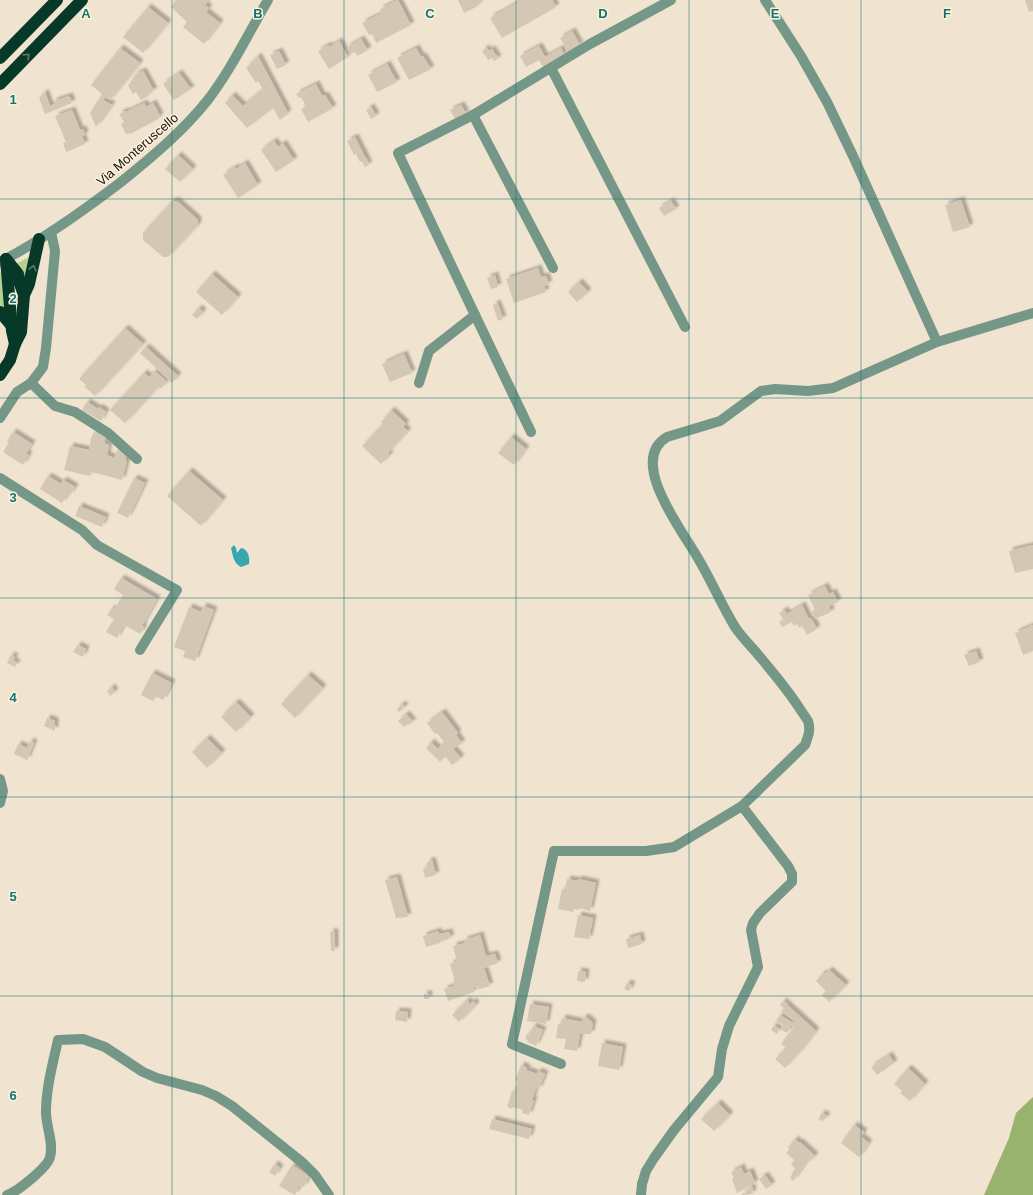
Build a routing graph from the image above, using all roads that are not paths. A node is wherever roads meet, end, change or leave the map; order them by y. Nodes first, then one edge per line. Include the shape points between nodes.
1 (58, 0) edge
2 (82, 0) edge
3 (268, 0) edge
4 (671, 0) edge
5 (765, 0) edge
6 (0, 58) edge
7 (551, 68) junction
8 (0, 84) edge
9 (473, 115) junction
10 (51, 232) junction
11 (39, 240) junction
12 (3, 260) edge
13 (553, 268) dead end
14 (24, 295) junction
15 (0, 312) edge
16 (1033, 313) edge
17 (475, 315) junction
18 (12, 326) junction
19 (685, 327) dead end
20 (937, 342) junction
21 (15, 344) junction
22 (0, 375) edge
23 (419, 383) dead end
24 (31, 384) junction
25 (0, 418) edge
26 (531, 432) dead end
27 (137, 459) dead end
28 (0, 478) edge
29 (140, 650) dead end
30 (0, 779) edge
31 (0, 803) edge
32 (742, 806) junction
33 (561, 1064) dead end
34 (7, 1195) edge
35 (329, 1195) edge
36 (641, 1195) edge

1 - 6 highway
8 -> 2 highway
3 - 10 street, Via Monteruscello via 231,65 183,129 105,194
4 - 7 street
5 - 20 street via 827,102
7 - 9 street
7 - 19 street
9 - 13 street
9 - 17 street via 398,153
10 - 11 street, Via Monteruscello
10 - 24 street via 54,251 46,348 42,367
11 - 12 street, Via Monteruscello
14 -> 11 highway
12 - 14 highway via 18,274
12 - 18 highway
14 - 21 highway via 21,332
15 - 18 highway
16 - 20 street
17 - 23 street via 429,351
17 - 26 street
18 - 21 highway
20 - 32 street via 833,388 808,391 775,389 761,392 720,421 667,437 654,449 653,469 666,507 699,560 736,628 787,690 808,722 810,733 805,745
21 - 22 highway via 10,360
24 - 25 street via 17,392
24 - 27 street via 55,406 75,412 108,433
28 - 29 street via 82,530 98,545 177,590
30 - 31 street via 3,791
32 - 33 street via 674,847 646,851 554,851 512,1044
32 - 36 street via 788,866 792,882 753,923 751,930 758,967 729,1026 718,1076 654,1158 646,1171
34 - 35 street via 43,1169 50,1159 52,1149 46,1111 58,1040 83,1039 105,1047 143,1072 202,1090 232,1106 303,1163

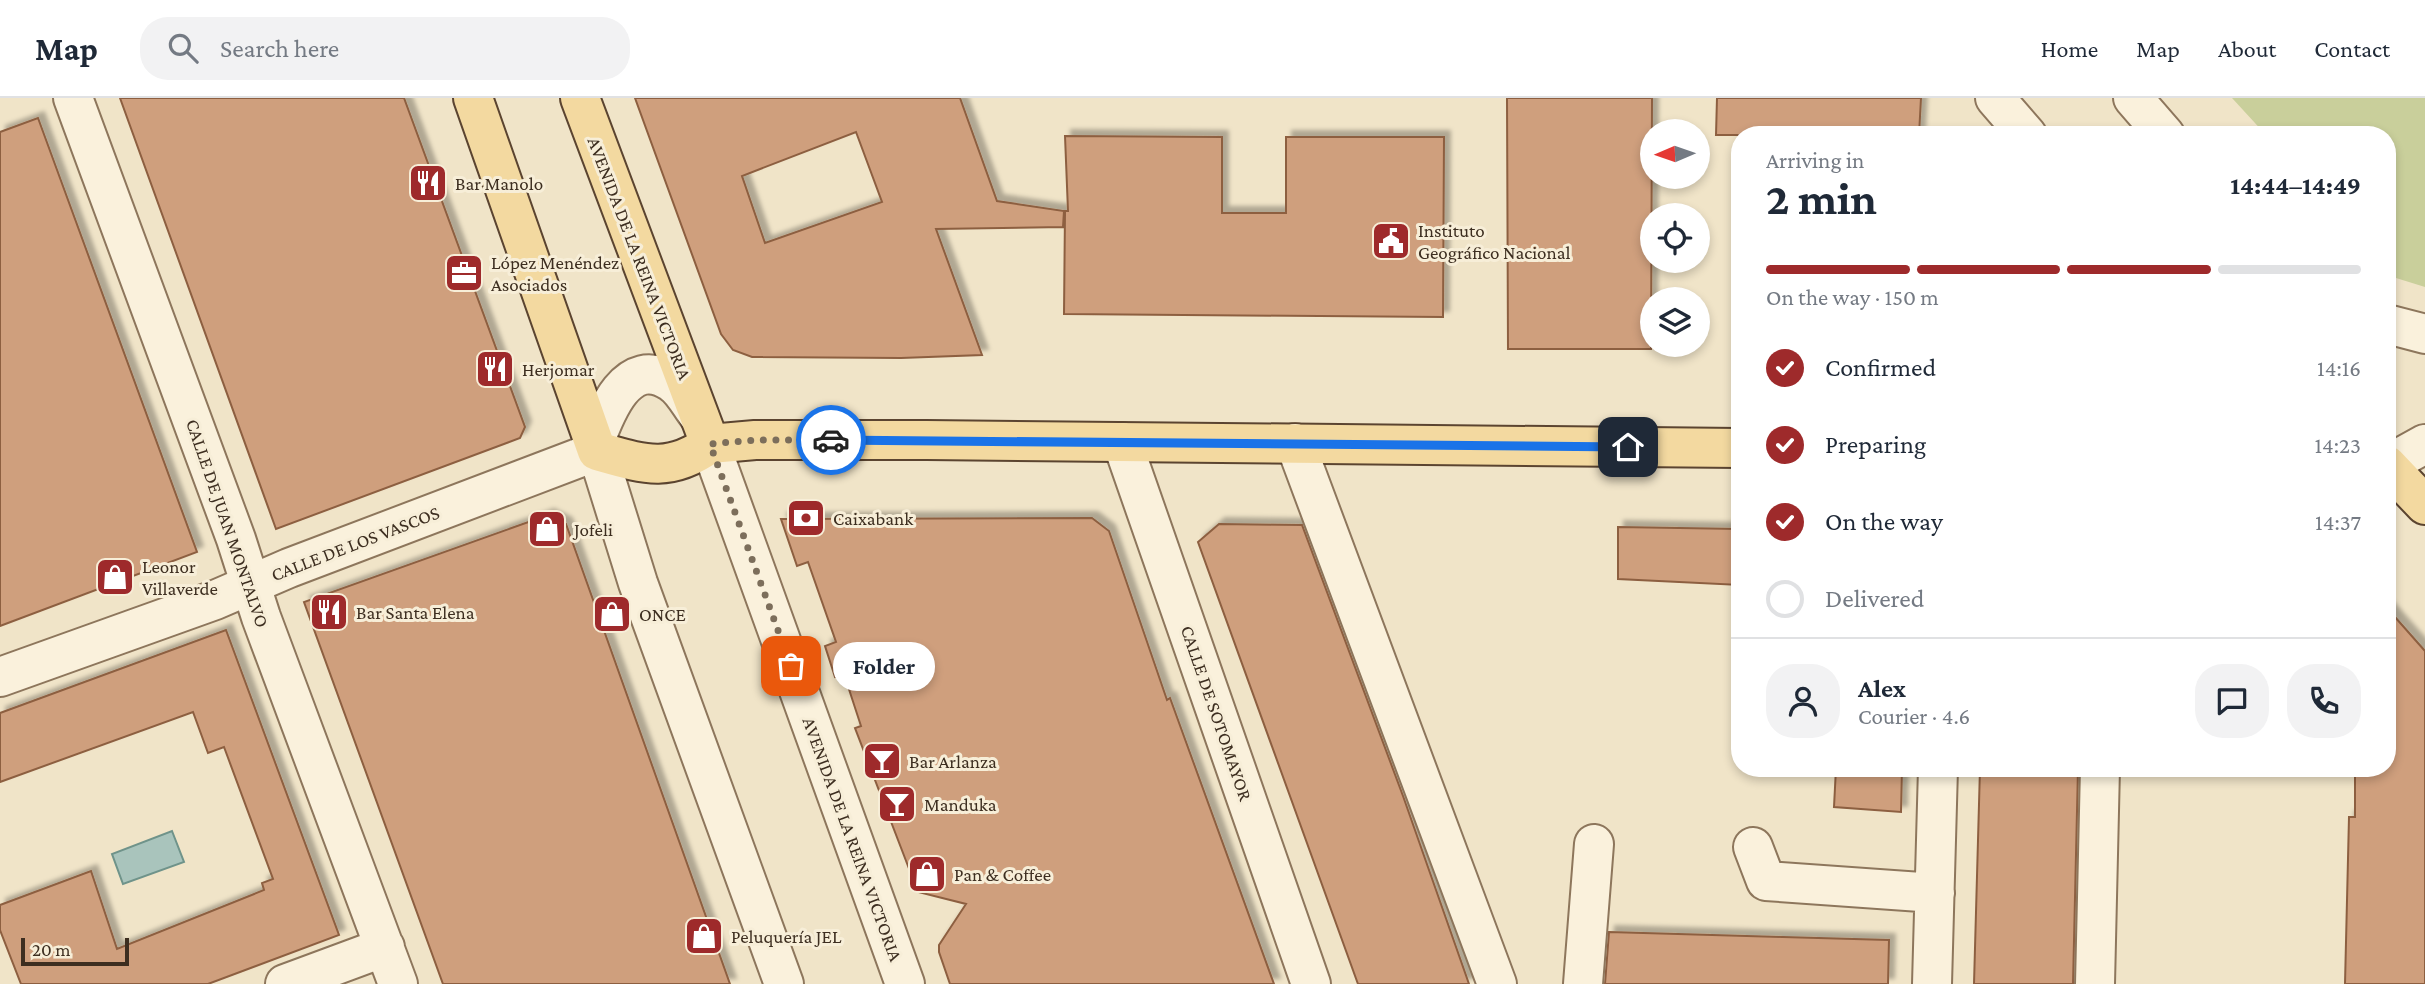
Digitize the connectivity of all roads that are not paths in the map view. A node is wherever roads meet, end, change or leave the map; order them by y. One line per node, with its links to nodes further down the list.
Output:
1 (73, 98): 19 (street, CALLE DE JUAN MONTALVO)
2 (473, 98): 14 (main road)
3 (580, 98): 10 (main road, AVENIDA DE LA REINA VICTORIA)
4 (1995, 98): 6 (street)
5 (2133, 98): 7 (street)
6 (2019, 126)
7 (2157, 126)
8 (2396, 326): 9 (street)
9 (2425, 334)
10 (705, 431): 11 (main road); 14 (main road); 14 (street, AVENIDA DE LA REINA VICTORIA); 30 (street, AVENIDA DE LA REINA VICTORIA)
11 (1122, 442): 12 (main road); 31 (street, CALLE DE SOTOMAYOR)
12 (1295, 443): 15 (main road); 32 (street)
13 (2425, 444): 16 (street)
14 (595, 448): 19 (street, CALLE DE LOS VASCOS); 29 (street)
15 (1731, 448)
16 (2396, 459)
17 (2396, 474): 18 (main road)
18 (2425, 505)
19 (249, 584): 20 (street, CALLE DE LOS VASCOS); 26 (street, CALLE DE JUAN MONTALVO)
20 (0, 677)
21 (1938, 777): 25 (street)
22 (2100, 777): 35 (street)
23 (1594, 844): 33 (street)
24 (1753, 847): 25 (street)
25 (1935, 893): 34 (street)
26 (385, 947): 27 (street); 28 (street, CALLE DE JUAN MONTALVO)
27 (285, 984)
28 (398, 984)
29 (784, 984)
30 (905, 984)
31 (1311, 984)
32 (1497, 984)
33 (1583, 984)
34 (1932, 984)
35 (2095, 984)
━━━━━━━━━━━━━━━━━━━━
▶ [Task instructions]: What lines in the data hold the word "AVENIDA"? Return them.

▶ [Answer space]:
3 (580, 98): 10 (main road, AVENIDA DE LA REINA VICTORIA)
10 (705, 431): 11 (main road); 14 (main road); 14 (street, AVENIDA DE LA REINA VICTORIA); 30 (street, AVENIDA DE LA REINA VICTORIA)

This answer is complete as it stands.